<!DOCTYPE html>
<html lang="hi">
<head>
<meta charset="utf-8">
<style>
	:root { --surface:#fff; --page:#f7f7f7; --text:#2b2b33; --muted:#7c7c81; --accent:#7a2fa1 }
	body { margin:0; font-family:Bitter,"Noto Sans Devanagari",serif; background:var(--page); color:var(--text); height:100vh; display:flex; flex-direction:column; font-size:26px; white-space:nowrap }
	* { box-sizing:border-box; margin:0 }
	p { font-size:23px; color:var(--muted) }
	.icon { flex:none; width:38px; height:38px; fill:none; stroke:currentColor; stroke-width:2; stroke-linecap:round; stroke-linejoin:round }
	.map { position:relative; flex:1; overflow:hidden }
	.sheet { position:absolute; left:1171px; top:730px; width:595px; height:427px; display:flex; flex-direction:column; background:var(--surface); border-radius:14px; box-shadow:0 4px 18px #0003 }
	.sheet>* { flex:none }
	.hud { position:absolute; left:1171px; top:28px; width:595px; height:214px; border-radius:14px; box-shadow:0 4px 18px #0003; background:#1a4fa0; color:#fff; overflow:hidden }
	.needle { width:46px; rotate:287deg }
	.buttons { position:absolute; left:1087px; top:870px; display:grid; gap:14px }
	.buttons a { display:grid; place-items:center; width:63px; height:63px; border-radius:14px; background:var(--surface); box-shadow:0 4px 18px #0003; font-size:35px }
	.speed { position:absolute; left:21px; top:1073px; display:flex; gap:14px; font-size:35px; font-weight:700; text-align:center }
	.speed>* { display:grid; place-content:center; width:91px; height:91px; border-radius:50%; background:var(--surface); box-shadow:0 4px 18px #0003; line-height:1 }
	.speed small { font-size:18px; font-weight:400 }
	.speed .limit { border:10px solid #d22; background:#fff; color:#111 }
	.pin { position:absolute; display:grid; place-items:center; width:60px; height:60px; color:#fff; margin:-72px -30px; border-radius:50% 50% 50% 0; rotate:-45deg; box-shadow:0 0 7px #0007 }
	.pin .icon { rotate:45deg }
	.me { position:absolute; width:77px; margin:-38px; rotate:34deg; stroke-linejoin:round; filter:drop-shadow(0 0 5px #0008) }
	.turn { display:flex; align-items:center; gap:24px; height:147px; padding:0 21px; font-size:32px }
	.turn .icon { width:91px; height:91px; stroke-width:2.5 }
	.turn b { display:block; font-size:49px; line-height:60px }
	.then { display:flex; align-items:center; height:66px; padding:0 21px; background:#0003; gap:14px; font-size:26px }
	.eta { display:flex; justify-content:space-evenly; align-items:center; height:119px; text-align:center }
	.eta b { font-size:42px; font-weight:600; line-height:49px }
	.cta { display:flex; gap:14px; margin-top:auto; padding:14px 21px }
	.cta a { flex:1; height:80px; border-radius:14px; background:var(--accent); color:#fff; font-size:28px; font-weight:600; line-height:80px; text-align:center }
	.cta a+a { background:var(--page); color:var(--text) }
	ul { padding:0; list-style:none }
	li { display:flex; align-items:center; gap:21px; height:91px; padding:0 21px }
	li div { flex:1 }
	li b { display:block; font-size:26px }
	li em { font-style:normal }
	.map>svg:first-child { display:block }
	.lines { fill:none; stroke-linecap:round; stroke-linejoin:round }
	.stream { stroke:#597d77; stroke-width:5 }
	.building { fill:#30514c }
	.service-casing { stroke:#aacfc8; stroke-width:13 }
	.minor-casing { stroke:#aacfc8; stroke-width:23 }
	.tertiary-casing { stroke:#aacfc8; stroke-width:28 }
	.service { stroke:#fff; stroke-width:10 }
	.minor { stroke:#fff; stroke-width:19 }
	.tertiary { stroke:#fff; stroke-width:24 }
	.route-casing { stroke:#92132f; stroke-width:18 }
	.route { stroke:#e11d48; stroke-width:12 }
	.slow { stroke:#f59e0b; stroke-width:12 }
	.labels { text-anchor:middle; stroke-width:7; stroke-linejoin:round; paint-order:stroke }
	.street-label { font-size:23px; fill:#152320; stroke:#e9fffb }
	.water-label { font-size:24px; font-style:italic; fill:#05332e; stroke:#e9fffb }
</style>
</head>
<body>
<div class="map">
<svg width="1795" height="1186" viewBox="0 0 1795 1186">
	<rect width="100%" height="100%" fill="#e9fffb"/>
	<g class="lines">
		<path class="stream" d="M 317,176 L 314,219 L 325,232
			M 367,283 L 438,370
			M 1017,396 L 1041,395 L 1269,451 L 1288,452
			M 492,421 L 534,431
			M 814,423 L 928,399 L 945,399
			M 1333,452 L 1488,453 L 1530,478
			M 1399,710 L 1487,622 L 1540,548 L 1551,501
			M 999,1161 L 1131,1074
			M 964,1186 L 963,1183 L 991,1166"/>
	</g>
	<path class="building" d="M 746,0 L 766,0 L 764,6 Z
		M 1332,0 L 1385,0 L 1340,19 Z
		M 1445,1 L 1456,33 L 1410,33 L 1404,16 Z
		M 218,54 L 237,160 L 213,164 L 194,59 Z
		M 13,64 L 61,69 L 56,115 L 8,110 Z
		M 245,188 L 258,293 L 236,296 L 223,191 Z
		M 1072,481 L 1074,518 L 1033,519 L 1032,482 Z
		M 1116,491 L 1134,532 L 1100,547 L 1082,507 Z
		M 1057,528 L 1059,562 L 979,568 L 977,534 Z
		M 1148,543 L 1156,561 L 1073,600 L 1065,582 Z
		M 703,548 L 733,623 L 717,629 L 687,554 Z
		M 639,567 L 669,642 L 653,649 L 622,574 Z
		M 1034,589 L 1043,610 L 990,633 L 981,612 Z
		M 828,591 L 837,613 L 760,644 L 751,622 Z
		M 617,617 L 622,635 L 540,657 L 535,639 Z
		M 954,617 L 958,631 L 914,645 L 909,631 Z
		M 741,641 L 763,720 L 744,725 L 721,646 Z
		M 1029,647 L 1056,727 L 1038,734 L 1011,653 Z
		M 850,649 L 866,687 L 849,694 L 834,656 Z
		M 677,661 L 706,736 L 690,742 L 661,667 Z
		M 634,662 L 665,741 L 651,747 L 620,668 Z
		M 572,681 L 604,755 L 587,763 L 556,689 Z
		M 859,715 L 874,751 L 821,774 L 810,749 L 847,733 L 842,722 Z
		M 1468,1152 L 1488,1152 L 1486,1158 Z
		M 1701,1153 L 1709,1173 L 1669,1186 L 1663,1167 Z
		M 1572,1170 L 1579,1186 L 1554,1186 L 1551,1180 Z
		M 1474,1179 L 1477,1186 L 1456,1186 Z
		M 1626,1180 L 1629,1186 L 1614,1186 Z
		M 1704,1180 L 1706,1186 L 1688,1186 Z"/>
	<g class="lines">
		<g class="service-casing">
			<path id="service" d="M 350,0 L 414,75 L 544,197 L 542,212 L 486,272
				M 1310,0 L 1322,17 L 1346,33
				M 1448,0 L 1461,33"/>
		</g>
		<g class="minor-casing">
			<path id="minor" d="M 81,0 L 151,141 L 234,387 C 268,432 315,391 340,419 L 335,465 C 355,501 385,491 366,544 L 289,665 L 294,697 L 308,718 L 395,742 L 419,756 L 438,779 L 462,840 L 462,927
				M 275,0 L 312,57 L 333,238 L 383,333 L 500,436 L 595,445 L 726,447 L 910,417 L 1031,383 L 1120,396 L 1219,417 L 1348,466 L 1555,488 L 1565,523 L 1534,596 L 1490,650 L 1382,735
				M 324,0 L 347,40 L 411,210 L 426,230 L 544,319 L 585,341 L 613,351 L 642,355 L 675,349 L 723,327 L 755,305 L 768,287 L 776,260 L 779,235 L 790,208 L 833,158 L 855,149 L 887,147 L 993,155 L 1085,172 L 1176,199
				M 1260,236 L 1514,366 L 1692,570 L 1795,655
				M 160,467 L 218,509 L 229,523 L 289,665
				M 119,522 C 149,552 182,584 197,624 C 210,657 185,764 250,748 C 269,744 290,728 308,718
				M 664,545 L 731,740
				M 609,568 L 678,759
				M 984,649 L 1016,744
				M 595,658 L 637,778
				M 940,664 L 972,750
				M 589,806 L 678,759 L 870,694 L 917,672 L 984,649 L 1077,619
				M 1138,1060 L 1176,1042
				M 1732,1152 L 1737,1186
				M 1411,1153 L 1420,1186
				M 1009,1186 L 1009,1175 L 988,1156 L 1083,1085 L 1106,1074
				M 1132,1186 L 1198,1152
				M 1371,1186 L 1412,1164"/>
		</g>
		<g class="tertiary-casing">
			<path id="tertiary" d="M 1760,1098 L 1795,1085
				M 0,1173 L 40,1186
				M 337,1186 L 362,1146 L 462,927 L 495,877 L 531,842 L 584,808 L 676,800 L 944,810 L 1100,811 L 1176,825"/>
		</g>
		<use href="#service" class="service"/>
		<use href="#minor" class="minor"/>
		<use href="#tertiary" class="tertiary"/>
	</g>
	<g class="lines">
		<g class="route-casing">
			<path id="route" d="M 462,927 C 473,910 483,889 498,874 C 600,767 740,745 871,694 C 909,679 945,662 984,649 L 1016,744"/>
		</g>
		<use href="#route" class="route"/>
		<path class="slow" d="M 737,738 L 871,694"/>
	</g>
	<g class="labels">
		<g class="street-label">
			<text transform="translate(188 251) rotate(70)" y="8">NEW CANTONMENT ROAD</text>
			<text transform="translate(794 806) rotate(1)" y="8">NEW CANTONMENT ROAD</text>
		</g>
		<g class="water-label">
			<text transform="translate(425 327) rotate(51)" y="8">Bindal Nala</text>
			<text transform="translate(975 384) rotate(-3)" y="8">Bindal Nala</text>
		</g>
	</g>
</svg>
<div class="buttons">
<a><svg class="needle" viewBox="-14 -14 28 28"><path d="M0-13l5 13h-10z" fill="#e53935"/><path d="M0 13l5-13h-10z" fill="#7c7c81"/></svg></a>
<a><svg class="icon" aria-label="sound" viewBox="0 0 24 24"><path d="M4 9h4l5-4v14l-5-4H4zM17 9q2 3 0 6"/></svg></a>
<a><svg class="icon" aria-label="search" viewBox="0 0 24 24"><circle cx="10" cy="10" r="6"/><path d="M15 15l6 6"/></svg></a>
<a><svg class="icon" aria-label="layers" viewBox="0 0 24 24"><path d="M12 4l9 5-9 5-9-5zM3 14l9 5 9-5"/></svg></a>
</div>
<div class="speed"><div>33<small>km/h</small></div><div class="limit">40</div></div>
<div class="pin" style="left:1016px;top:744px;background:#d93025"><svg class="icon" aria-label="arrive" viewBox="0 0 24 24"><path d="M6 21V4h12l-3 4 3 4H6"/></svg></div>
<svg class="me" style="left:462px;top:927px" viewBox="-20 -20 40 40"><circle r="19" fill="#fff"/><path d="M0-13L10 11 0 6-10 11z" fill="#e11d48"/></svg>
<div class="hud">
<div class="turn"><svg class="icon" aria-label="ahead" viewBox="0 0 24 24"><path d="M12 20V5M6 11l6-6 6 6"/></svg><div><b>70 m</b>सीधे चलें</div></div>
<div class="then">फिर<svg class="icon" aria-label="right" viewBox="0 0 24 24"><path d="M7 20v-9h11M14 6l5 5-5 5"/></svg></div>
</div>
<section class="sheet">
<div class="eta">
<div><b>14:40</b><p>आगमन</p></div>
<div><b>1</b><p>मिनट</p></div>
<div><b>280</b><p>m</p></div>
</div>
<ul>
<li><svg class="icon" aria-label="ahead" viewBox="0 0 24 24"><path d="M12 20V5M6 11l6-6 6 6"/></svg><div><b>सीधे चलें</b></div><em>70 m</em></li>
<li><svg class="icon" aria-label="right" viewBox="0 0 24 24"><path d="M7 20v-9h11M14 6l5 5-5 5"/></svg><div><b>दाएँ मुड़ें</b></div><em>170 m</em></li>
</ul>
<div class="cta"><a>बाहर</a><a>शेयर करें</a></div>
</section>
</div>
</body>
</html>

▶ **ASSIGNMENT**
Start with the line above that contains "M 1411,1153 L 1420,1186" and end with the line that contains "9h4l5-4v14l-5-4H4zM17 9q2 3". Write out those lines exactly, and only those.

▶ **SOLUTION TO THE EXERCISE**
				M 1411,1153 L 1420,1186
				M 1009,1186 L 1009,1175 L 988,1156 L 1083,1085 L 1106,1074
				M 1132,1186 L 1198,1152
				M 1371,1186 L 1412,1164"/>
		</g>
		<g class="tertiary-casing">
			<path id="tertiary" d="M 1760,1098 L 1795,1085
				M 0,1173 L 40,1186
				M 337,1186 L 362,1146 L 462,927 L 495,877 L 531,842 L 584,808 L 676,800 L 944,810 L 1100,811 L 1176,825"/>
		</g>
		<use href="#service" class="service"/>
		<use href="#minor" class="minor"/>
		<use href="#tertiary" class="tertiary"/>
	</g>
	<g class="lines">
		<g class="route-casing">
			<path id="route" d="M 462,927 C 473,910 483,889 498,874 C 600,767 740,745 871,694 C 909,679 945,662 984,649 L 1016,744"/>
		</g>
		<use href="#route" class="route"/>
		<path class="slow" d="M 737,738 L 871,694"/>
	</g>
	<g class="labels">
		<g class="street-label">
			<text transform="translate(188 251) rotate(70)" y="8">NEW CANTONMENT ROAD</text>
			<text transform="translate(794 806) rotate(1)" y="8">NEW CANTONMENT ROAD</text>
		</g>
		<g class="water-label">
			<text transform="translate(425 327) rotate(51)" y="8">Bindal Nala</text>
			<text transform="translate(975 384) rotate(-3)" y="8">Bindal Nala</text>
		</g>
	</g>
</svg>
<div class="buttons">
<a><svg class="needle" viewBox="-14 -14 28 28"><path d="M0-13l5 13h-10z" fill="#e53935"/><path d="M0 13l5-13h-10z" fill="#7c7c81"/></svg></a>
<a><svg class="icon" aria-label="sound" viewBox="0 0 24 24"><path d="M4 9h4l5-4v14l-5-4H4zM17 9q2 3 0 6"/></svg></a>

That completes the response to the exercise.